| Exercise brief |
Across the records below, count the lines that contain "await" and write down only the count.

────

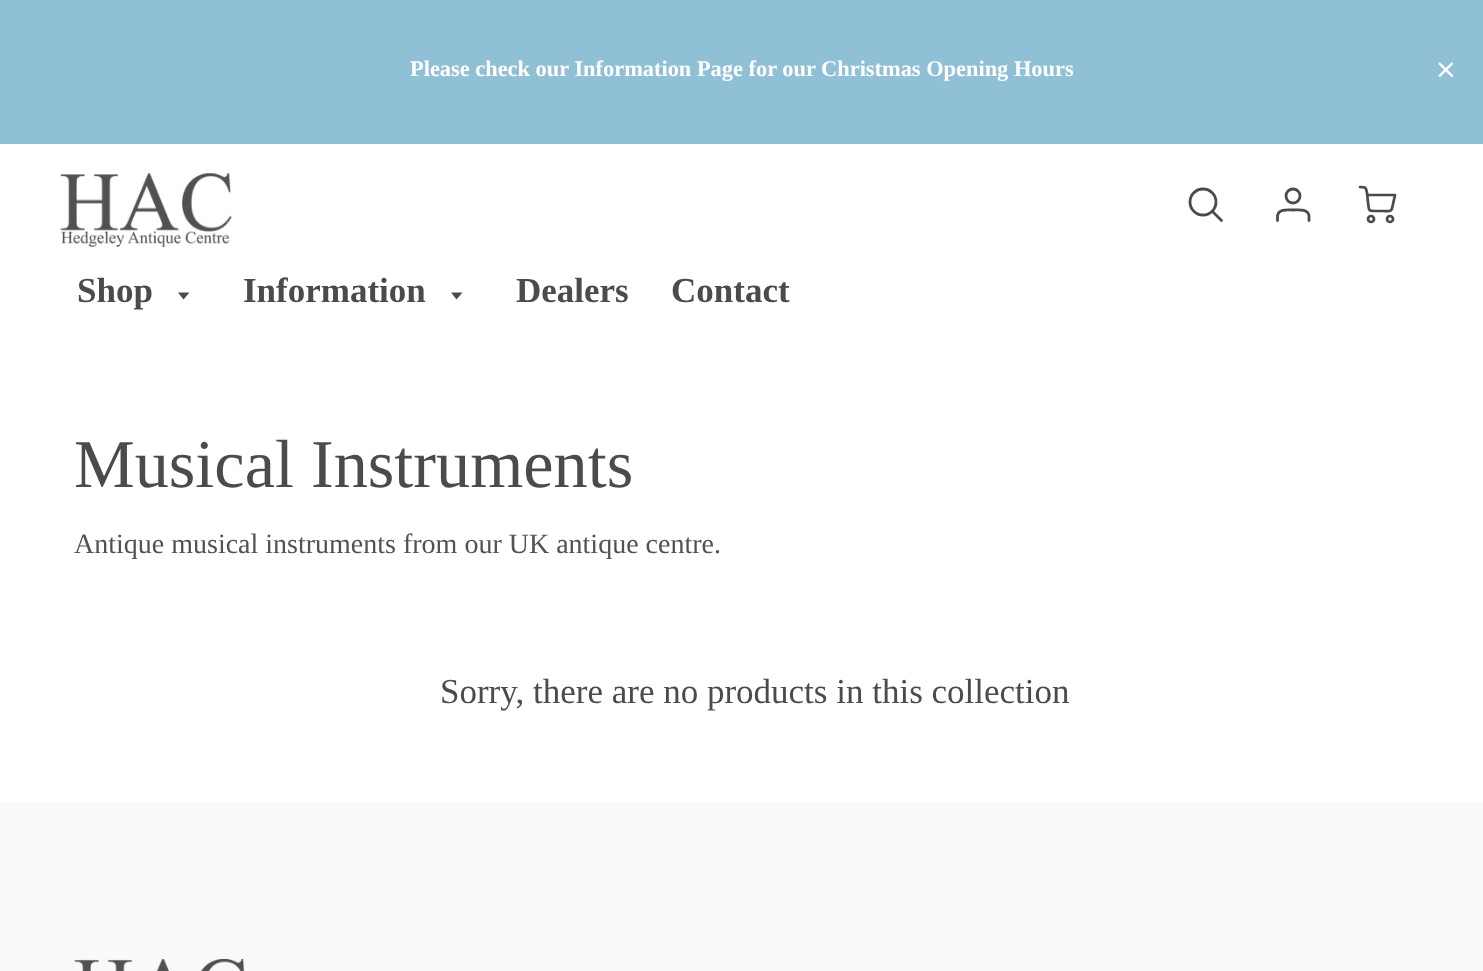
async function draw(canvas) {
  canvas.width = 1483
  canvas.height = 971
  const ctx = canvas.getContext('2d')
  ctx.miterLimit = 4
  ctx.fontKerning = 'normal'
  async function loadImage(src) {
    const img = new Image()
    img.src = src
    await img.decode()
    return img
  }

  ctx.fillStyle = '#f9f9f9'
  ctx.fillRect(0, 0, 1483, 971)
  ctx.fillStyle = '#90c0d6'
  ctx.fillRect(0, 0, 1483, 144)
  ctx.font = 'bold 22.4px Liberation Serif'
  ctx.fillStyle = '#fff'
  ctx.fillText('Please check our Information Page for our Christmas Opening Hours', 410, 76)
  ctx.drawImage(await loadImage('image0.png'), 1438, 62, 16, 15)
  ctx.fillRect(0, 144, 1483, 658)
  ctx.drawImage(await loadImage('image1.png'), 60, 173, 172, 74)
  ctx.beginPath()
  ctx.arc(1203, 202, 13, 0, 2 * Math.PI)
  ctx.strokeStyle = '#4b4b4b'
  ctx.lineWidth = 2.8
  ctx.stroke()
  ctx.beginPath()
  ctx.moveTo(1221.5, 220.5)
  ctx.lineTo(1213, 212)
  ctx.lineCap = 'round'
  ctx.lineJoin = 'round'
  ctx.stroke()
  ctx.beginPath()
  ctx.arc(1293, 196, 7, 0, 2 * Math.PI)
  ctx.stroke()
  ctx.beginPath()
  ctx.moveTo(1309, 220.5)
  ctx.lineTo(1309, 215.5)
  ctx.bezierCurveTo(1307.5, 208.5, 1298.5, 210, 1293, 210)
  ctx.bezierCurveTo(1288, 210, 1279, 208.5, 1277.5, 215.5)
  ctx.lineTo(1277.5, 220.5)
  ctx.stroke()
  ctx.beginPath()
  ctx.moveTo(1367, 195)
  ctx.lineTo(1395, 195)
  ctx.lineTo(1392.5, 206.5)
  ctx.bezierCurveTo(1391.5, 212.5, 1389.5, 211, 1383.5, 211)
  ctx.lineTo(1375, 211)
  ctx.bezierCurveTo(1367.5, 211, 1369, 209.5, 1368, 202)
  ctx.lineTo(1367, 193)
  ctx.bezierCurveTo(1366, 187, 1365.5, 187, 1360, 187)
  ctx.lineWidth = 2.7
  ctx.stroke()
  ctx.beginPath()
  ctx.arc(1371, 219, 3, 0, 2 * Math.PI)
  ctx.stroke()
  ctx.beginPath()
  ctx.arc(1390, 219, 3, 0, 2 * Math.PI)
  ctx.stroke()
  ctx.font = 'bold 35px Liberation Serif'
  ctx.fillStyle = '#4b4b4b'
  ctx.fillText('Shop', 77, 302)
  ctx.beginPath()
  ctx.moveTo(178, 292.5)
  ctx.lineTo(183.5, 299.5)
  ctx.lineTo(189.5, 292.5)
  ctx.closePath()
  ctx.fill()
  ctx.fillText('Information', 243, 302)
  ctx.beginPath()
  ctx.moveTo(451, 292.5)
  ctx.lineTo(456.5, 299.5)
  ctx.lineTo(462.5, 292.5)
  ctx.closePath()
  ctx.fill()
  ctx.fillText('Dealers', 516, 302)
  ctx.fillText('Contact', 671, 302)
  ctx.font = '68.25px Liberation Serif'
  ctx.fillText('Musical Instruments', 74, 487)
  ctx.font = '28px Liberation Serif'
  ctx.fillStyle = '#525252'
  ctx.fillText('Antique musical instruments from our UK antique centre.', 74, 553)
  ctx.font = '35px Liberation Serif'
  ctx.fillStyle = '#4b4b4b'
  ctx.fillText('Sorry, there are no products in this collection', 440, 703)
  ctx.drawImage(await loadImage('image2.png'), 74, 959, 171, 12)
}

draw(document.querySelector('canvas'))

────

| Solution to this exercise |
4